- [Prompt]: Which of the lines below hold "EMILIA"? Please return each one.
----------------------------------------
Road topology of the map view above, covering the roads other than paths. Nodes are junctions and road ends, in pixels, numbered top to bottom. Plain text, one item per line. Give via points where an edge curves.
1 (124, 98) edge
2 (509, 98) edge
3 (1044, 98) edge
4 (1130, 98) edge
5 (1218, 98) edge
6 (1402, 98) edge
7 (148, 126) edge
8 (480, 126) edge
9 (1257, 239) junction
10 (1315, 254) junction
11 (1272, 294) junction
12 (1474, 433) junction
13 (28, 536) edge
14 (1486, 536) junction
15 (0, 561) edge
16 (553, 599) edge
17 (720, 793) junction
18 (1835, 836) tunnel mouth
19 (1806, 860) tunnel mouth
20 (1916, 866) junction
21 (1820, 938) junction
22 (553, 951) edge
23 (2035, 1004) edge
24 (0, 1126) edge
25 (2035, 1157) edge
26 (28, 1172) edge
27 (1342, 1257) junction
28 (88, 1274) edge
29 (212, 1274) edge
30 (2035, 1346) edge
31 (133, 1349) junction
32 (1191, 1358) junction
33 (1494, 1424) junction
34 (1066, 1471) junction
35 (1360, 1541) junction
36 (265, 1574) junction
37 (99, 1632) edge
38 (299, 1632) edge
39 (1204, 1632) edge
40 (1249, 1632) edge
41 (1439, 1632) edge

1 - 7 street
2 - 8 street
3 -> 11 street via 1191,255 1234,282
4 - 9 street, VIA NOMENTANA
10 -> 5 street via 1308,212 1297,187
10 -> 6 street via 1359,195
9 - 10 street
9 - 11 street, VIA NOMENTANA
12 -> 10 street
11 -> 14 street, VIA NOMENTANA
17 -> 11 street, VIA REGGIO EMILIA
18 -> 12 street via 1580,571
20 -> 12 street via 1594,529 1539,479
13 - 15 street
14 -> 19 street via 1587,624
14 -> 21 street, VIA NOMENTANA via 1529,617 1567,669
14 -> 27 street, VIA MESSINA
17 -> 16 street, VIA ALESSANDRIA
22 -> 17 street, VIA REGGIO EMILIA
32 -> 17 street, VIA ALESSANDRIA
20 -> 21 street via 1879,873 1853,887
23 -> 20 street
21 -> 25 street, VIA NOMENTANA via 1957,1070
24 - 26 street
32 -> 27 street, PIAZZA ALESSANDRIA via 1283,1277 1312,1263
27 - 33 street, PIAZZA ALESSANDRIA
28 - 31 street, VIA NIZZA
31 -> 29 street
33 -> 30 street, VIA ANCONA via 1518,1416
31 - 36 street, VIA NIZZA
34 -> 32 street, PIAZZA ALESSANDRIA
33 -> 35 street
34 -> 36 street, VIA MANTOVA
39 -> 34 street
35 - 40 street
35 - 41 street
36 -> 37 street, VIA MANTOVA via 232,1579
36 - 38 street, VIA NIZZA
----------------------------------------
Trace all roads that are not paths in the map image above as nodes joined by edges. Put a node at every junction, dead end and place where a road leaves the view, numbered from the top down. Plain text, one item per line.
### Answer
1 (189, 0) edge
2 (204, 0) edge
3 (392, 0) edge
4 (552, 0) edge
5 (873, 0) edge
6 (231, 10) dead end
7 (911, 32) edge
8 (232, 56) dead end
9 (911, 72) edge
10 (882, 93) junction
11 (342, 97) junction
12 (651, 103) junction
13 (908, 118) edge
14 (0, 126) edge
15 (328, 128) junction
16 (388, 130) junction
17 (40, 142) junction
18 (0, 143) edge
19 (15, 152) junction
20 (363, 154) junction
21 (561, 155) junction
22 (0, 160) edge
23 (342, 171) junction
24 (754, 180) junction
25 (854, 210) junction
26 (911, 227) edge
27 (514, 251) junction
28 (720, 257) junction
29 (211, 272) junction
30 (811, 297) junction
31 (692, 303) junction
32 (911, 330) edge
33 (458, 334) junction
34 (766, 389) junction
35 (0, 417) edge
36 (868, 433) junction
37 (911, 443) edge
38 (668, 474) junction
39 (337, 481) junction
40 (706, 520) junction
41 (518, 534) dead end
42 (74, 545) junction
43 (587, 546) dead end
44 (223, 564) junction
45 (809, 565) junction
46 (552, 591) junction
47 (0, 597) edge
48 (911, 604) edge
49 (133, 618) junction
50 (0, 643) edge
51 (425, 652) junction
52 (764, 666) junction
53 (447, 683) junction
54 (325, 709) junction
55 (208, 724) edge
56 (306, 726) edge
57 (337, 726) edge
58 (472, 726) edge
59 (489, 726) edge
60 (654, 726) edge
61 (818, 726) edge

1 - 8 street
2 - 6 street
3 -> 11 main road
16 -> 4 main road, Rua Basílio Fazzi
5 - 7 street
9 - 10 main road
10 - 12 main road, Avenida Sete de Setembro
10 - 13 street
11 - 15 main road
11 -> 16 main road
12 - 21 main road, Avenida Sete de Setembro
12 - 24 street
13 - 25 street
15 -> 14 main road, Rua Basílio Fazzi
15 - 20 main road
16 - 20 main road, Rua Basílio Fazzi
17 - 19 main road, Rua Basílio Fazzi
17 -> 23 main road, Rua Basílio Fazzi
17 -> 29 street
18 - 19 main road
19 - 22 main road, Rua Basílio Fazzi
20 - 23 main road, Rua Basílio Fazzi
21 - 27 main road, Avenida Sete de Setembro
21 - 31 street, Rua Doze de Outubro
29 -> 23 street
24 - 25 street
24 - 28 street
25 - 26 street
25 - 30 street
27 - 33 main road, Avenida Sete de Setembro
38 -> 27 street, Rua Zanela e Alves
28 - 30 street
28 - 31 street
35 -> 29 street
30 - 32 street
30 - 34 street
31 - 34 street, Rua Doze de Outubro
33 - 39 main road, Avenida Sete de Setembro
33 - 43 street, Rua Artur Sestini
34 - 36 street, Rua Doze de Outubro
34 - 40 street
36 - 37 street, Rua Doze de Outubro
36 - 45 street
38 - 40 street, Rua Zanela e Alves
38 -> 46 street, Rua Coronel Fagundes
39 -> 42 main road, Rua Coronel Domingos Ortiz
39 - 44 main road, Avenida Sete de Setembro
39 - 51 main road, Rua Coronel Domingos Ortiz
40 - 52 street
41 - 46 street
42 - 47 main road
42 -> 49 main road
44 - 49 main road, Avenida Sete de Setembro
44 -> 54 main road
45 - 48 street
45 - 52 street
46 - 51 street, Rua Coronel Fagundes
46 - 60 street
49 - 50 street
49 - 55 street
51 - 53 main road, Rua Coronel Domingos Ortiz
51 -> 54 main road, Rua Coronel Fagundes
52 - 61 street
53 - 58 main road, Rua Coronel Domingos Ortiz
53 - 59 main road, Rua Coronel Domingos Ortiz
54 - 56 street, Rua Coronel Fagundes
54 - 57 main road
----------------------------------------
- [Response]:
17 -> 11 street, VIA REGGIO EMILIA
22 -> 17 street, VIA REGGIO EMILIA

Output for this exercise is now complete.